## Exercise instructions
Copy out each line of the data that holds the word "Xanthia".
───── Data excerpts ─────
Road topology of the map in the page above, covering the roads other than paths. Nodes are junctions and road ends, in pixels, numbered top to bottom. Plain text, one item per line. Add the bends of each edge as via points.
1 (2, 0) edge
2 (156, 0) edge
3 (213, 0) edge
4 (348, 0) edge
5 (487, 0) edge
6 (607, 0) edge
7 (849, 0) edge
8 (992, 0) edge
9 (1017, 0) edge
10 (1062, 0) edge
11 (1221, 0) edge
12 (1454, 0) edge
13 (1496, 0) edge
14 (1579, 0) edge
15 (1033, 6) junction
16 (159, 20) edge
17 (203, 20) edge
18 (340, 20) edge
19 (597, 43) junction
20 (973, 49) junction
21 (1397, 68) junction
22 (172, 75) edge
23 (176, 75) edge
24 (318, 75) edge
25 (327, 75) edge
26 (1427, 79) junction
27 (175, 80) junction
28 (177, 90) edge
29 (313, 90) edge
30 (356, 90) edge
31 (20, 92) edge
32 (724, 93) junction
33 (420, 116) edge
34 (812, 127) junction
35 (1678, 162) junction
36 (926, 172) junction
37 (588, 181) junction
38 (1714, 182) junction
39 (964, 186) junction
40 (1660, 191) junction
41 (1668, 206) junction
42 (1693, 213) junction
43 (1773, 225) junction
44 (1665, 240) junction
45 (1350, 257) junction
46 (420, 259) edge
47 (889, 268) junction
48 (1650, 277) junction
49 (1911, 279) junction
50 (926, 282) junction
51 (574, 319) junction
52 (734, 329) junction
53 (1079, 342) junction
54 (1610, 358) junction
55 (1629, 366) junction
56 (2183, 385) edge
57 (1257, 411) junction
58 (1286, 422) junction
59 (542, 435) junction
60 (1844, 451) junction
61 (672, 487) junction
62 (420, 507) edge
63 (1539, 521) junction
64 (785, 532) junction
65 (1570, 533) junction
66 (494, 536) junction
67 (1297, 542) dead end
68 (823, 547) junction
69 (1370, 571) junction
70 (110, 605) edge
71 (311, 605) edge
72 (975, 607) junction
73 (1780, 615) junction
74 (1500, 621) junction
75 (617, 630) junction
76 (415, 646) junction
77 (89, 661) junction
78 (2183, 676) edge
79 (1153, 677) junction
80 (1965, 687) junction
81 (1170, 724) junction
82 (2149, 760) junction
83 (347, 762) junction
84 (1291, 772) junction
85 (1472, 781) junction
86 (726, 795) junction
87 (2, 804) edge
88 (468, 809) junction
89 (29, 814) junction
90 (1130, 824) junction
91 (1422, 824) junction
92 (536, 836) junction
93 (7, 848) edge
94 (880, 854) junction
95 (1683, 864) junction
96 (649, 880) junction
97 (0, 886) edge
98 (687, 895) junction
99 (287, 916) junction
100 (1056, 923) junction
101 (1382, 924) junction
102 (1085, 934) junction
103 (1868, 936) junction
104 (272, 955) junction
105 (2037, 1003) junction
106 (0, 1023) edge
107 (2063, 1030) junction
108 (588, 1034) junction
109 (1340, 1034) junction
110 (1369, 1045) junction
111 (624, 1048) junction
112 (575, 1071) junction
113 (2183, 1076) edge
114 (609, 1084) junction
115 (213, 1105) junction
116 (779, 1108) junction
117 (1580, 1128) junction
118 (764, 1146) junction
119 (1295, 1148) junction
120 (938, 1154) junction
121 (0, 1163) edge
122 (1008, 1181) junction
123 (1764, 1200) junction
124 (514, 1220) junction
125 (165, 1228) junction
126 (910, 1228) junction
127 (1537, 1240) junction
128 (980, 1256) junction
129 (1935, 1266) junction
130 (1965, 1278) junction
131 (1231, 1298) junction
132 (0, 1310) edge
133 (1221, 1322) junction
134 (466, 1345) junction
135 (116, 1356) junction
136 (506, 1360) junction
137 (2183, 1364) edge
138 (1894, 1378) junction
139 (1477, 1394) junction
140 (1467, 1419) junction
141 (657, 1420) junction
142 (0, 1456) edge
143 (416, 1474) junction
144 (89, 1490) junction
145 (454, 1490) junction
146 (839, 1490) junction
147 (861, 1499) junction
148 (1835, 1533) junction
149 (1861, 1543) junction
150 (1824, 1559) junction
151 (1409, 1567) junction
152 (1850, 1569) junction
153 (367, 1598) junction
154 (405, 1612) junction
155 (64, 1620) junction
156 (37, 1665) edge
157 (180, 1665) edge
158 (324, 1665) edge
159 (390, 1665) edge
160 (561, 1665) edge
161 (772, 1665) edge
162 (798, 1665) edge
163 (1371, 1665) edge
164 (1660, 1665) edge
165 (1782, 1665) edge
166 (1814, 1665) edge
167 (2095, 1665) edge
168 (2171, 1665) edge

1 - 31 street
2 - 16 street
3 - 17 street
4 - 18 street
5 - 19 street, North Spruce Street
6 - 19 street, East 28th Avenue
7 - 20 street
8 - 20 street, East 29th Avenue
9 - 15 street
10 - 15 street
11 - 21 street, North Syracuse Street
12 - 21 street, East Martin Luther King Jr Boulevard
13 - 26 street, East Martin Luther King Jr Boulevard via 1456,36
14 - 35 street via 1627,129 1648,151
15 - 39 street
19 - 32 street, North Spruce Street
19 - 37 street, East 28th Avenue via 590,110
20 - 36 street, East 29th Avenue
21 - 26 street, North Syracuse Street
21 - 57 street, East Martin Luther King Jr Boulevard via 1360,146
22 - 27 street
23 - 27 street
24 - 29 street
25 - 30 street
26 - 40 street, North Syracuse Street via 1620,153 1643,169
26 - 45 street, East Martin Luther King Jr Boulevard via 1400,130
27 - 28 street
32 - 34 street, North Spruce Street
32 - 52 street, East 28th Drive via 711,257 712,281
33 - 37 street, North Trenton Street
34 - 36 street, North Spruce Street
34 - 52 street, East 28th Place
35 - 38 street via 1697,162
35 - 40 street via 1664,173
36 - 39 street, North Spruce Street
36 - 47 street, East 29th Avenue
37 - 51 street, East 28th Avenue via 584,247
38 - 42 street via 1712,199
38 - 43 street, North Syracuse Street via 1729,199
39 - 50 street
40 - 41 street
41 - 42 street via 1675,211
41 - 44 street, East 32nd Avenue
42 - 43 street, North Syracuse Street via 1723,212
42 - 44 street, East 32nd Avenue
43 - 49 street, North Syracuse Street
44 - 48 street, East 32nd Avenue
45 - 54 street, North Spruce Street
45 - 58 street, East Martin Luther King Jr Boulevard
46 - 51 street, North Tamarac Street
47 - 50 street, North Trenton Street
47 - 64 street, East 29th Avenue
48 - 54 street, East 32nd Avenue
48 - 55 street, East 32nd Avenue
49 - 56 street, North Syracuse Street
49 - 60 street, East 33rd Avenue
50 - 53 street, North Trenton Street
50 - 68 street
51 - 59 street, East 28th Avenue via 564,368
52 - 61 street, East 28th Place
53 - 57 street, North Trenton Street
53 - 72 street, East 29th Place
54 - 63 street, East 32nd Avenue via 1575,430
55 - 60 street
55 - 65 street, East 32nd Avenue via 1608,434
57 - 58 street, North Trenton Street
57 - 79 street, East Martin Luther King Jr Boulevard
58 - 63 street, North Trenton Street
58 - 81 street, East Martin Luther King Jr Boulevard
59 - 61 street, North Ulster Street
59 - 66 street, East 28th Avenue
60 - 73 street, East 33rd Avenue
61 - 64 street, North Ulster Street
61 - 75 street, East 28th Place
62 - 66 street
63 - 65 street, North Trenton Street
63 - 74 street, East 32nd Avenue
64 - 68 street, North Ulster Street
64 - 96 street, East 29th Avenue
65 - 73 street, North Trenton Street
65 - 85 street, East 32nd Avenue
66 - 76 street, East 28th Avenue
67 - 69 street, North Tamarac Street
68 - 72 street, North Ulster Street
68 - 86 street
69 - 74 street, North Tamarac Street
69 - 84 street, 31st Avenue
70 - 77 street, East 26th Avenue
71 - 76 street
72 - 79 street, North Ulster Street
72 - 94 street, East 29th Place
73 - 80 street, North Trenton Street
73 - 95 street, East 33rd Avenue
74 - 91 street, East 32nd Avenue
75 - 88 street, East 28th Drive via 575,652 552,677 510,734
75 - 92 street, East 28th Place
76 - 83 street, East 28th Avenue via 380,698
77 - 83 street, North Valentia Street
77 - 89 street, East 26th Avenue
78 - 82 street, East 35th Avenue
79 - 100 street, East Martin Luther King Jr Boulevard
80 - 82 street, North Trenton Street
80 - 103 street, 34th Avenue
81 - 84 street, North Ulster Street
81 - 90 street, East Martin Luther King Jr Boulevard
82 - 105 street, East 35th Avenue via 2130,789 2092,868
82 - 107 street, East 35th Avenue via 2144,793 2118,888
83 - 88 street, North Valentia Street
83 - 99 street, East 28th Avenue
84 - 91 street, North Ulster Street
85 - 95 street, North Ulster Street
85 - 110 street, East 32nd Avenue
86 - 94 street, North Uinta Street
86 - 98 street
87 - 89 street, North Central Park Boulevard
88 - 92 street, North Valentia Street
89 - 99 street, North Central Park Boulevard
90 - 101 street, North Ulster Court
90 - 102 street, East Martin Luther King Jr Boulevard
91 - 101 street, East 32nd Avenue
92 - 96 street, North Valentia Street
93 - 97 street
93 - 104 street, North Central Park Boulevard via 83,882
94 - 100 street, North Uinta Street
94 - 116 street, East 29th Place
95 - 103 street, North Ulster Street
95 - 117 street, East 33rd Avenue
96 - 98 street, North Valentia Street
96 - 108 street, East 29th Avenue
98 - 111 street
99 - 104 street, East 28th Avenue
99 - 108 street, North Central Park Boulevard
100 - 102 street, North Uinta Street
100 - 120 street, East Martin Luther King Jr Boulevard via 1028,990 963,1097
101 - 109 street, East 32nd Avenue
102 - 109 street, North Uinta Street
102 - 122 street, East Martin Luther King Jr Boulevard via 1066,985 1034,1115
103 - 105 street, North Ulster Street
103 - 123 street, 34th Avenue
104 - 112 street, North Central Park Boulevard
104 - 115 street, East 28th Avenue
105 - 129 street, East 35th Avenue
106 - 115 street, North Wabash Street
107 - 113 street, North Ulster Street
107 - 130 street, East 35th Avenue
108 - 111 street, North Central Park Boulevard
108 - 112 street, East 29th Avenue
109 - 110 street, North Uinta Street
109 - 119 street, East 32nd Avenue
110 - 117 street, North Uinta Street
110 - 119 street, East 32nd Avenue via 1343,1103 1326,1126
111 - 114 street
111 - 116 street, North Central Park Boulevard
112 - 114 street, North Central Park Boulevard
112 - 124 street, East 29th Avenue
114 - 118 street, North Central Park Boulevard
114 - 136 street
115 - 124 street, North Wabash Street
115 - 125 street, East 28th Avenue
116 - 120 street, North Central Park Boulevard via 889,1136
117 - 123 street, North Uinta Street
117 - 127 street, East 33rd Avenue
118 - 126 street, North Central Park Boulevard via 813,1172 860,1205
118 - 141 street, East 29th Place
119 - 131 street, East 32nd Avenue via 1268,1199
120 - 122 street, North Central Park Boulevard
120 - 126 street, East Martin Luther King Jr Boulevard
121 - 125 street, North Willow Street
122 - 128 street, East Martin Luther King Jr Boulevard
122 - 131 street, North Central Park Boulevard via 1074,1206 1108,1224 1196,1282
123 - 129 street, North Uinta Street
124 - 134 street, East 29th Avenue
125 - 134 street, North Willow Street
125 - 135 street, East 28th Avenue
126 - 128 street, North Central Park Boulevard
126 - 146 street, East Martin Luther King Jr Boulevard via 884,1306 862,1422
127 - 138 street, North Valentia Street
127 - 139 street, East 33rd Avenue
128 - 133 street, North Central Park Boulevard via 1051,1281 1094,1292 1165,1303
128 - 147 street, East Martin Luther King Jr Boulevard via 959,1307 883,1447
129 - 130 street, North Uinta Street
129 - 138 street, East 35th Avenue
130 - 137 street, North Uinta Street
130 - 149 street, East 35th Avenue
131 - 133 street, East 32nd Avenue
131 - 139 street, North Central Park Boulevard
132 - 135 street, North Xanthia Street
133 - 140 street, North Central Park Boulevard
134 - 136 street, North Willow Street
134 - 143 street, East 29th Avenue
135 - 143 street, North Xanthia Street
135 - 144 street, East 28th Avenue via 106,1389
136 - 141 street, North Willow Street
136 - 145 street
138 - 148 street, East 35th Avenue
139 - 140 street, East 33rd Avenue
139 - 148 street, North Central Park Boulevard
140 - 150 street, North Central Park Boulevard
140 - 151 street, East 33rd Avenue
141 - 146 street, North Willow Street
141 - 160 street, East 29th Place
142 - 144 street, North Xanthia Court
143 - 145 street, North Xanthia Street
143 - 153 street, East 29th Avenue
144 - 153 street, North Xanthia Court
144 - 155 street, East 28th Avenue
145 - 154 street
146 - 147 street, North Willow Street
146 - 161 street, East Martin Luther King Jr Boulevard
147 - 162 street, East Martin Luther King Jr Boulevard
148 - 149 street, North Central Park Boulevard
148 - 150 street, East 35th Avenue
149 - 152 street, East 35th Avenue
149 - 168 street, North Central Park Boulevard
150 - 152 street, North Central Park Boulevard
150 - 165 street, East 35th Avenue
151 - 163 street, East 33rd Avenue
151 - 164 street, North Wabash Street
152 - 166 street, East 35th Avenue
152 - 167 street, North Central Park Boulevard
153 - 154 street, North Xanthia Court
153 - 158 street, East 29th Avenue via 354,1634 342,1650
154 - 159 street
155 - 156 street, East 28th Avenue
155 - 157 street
─────
## Answer space
132 - 135 street, North Xanthia Street
135 - 143 street, North Xanthia Street
142 - 144 street, North Xanthia Court
143 - 145 street, North Xanthia Street
144 - 153 street, North Xanthia Court
153 - 154 street, North Xanthia Court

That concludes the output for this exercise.